Bigger processor,HDMI,improvement's that would justify the long waits between serious refreshes, option for 7200 rpm HDD's. maybe Blu-Ray
Why would you expect HDMI? And why would the mac mini outperform a macbook?
Bigger processor,HDMI,improvement's that would justify the long waits between serious refreshes, option for 7200 rpm HDD's. maybe Blu-Ray
The iMac has a custom motherboard with insane chip density as well as a highly specialised design.
The components are the same or similar, but a pile of chips isn't a computer.
You sorta make a point but on the other hand your sorta don't.
Yes, it would be great for Apple to make more models for choice however companies end up with tons of backup inventory on stuff that wasn't bought. Honestly I think Apple does it the right way in order to stay in business.
It's like going to a smorgasbord with 50 varieties and most people choose only 5, everything else ends up in the surplus can.
It's not good business to cater to every customer's wants.
Normally stick up for Apple's prices in the face of the whiners but a 25% increase on the base Mini and a £200 increase on the base iMac - despite going backwards with integrated graphics - is obscene.
In fact, I'd go so far as to say they are mocking us.
Rubbish.
Macs have been "quality" but never been high spec. People have been complaining about graphics cards used for as long as I can remember. People have been complaining about the lack of Blu-ray, the expensive RAM, if you want to go further back - dropping the floppy disk on the original iMac, crap undeveloped Power PC processors, insufficient memory on the original Macintosh, it has gone on and on and on...it has never changed.

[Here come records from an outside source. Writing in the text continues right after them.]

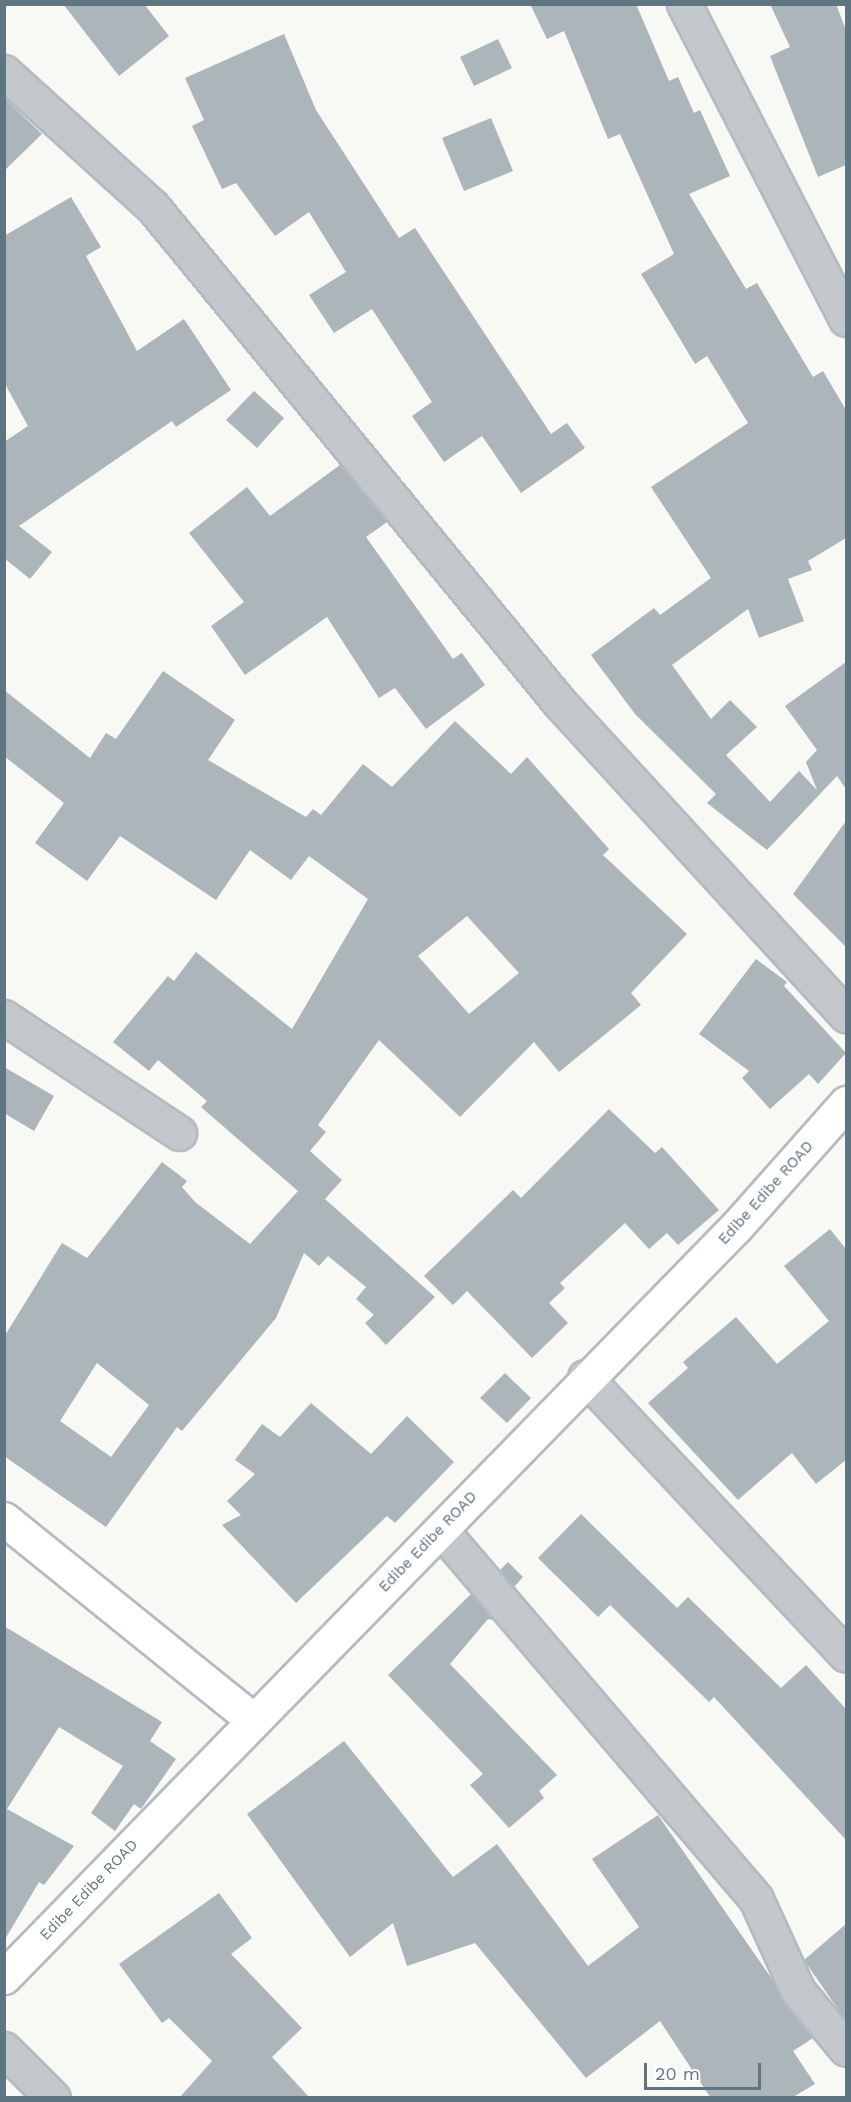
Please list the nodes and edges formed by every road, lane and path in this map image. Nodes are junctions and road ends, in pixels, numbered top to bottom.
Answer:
1 (684, 4) edge
2 (4, 72) edge
3 (846, 320) edge
4 (846, 1016) edge
5 (4, 1017) edge
6 (846, 1103) edge
7 (179, 1133) dead end
8 (585, 1377) junction
9 (4, 1519) edge
10 (441, 1530) junction
11 (846, 1655) edge
12 (254, 1720) junction
13 (4, 1977) edge
14 (4, 2049) edge
15 (846, 2049) edge
16 (53, 2097) edge

1 - 3 street
2 - 4 street
5 - 7 street
6 - 8 main road, Edibe Edibe ROAD
8 - 10 main road, Edibe Edibe ROAD
8 - 11 street
9 - 12 main road
10 - 12 main road, Edibe Edibe ROAD
10 - 15 street
12 - 13 main road, Edibe Edibe ROAD
14 - 16 street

But you know what Stix. That has never mattered. It matters to people on this board because we are the 1% who get fill a forum with swear words if specs don't meet our incredibly high standards. Those specs will never meet our incredibly high standards but they'll do just fine for the other 99% of the market who want a well built, good looking computer with software that works properly they can surf the web with and do cool stuff with to impress their friends. They couldn't give a damn about specs. They don't even understand specs.
These are the people that love Apple and will continue to give them billions. Not the geeks on a forum that go into meltdown over what graphics card Apple has chosen.
To claim that Apple low spec policy will lead them to doom is not only insane, but ignoring what Apple has done for the past quarter of a century anyway.
Why would you expect HDMI? And why would the mac mini outperform a macbook?
Think about it...since like 2001, 1 GB has been the minimum!
That's a bit of an exageration, isn't it? Most PCs back then came with like 256MB of RAM.
Although seriously! One gig!? Good thing I'm looking at the MBPs. The price of the mini is getting ridiculous for what it offers.
I hope Windows comes up with a solid OS which will stop people switching to Apple or even switching back to Windows. This price increases are making me really mad. ( Talking about 20" iMac )
You're comparing 2007 specs with 2009 ones.
Hmm I don't know about that. I remember in 2001 getting a PC with 512 mb ram then adding on to 1 GB maybe a year later...I'm sure the high end back then was a gig.
My main point was, it's ridiculous to arbitrarily divide your machines (and your customers) into pros and consumers.
Why sell iMovie if you don't make a computer that supports the hardware?
Whilst I hate the UK price I'm thinking that.....
Superdrive, 40gb more HDD, better Chipset (inc DDR3 memory, faster bus and NVIDIA Graphics), FireWire800 and 5 USB ports.
....is probably worth £100 extra.
Why sell iMovie if you don't make a computer that supports the hardware?
I don't care how awesome they are, they're still sharing memory. How hard is it to dedicate a 512MB chip to a GPU?![]()
Don't FW800 to FW400 adapters work?
I don't think so. I bought one in 1999-2000 timeframe and it had 64mb with the option of 96mb as a promo. One year later, I dont think PC's were coming with a GIG...but, I don't recall for sure.
Because that is the ONLY option. There is nothing in-between. Like I had said before, it is a bad design that can easily be remedied.Where did I say you should buy a Mac Pro?
Because it is a low-cost solution. Combining the outputs with not ability to split them apart is a mark of poor design. To make the mistake once is excusable, but to repeat it as if they "got it right the first time" is pure laziness.Yes the 1% is an off the cuff guess, but my reasoning behind my statement still stands. Why would apple put money into something that the vast majority of users won't use or care about?
What licenses? They already HAVE Toslink! It's just combined with the headphone output. Perhaps you don't understand that because you haven't used it (I can understand that, it took me a while to figure out). You can plug headphones into the 1/8" jack, or you can plug an 1/8" adapter to Toslink square for digital audio... but you cannot plug both, nor is there a splitter available. That's my beef.This is talking from a business perspective, not my own.Also, you know apple hates having to pay for licenses when they dont have to.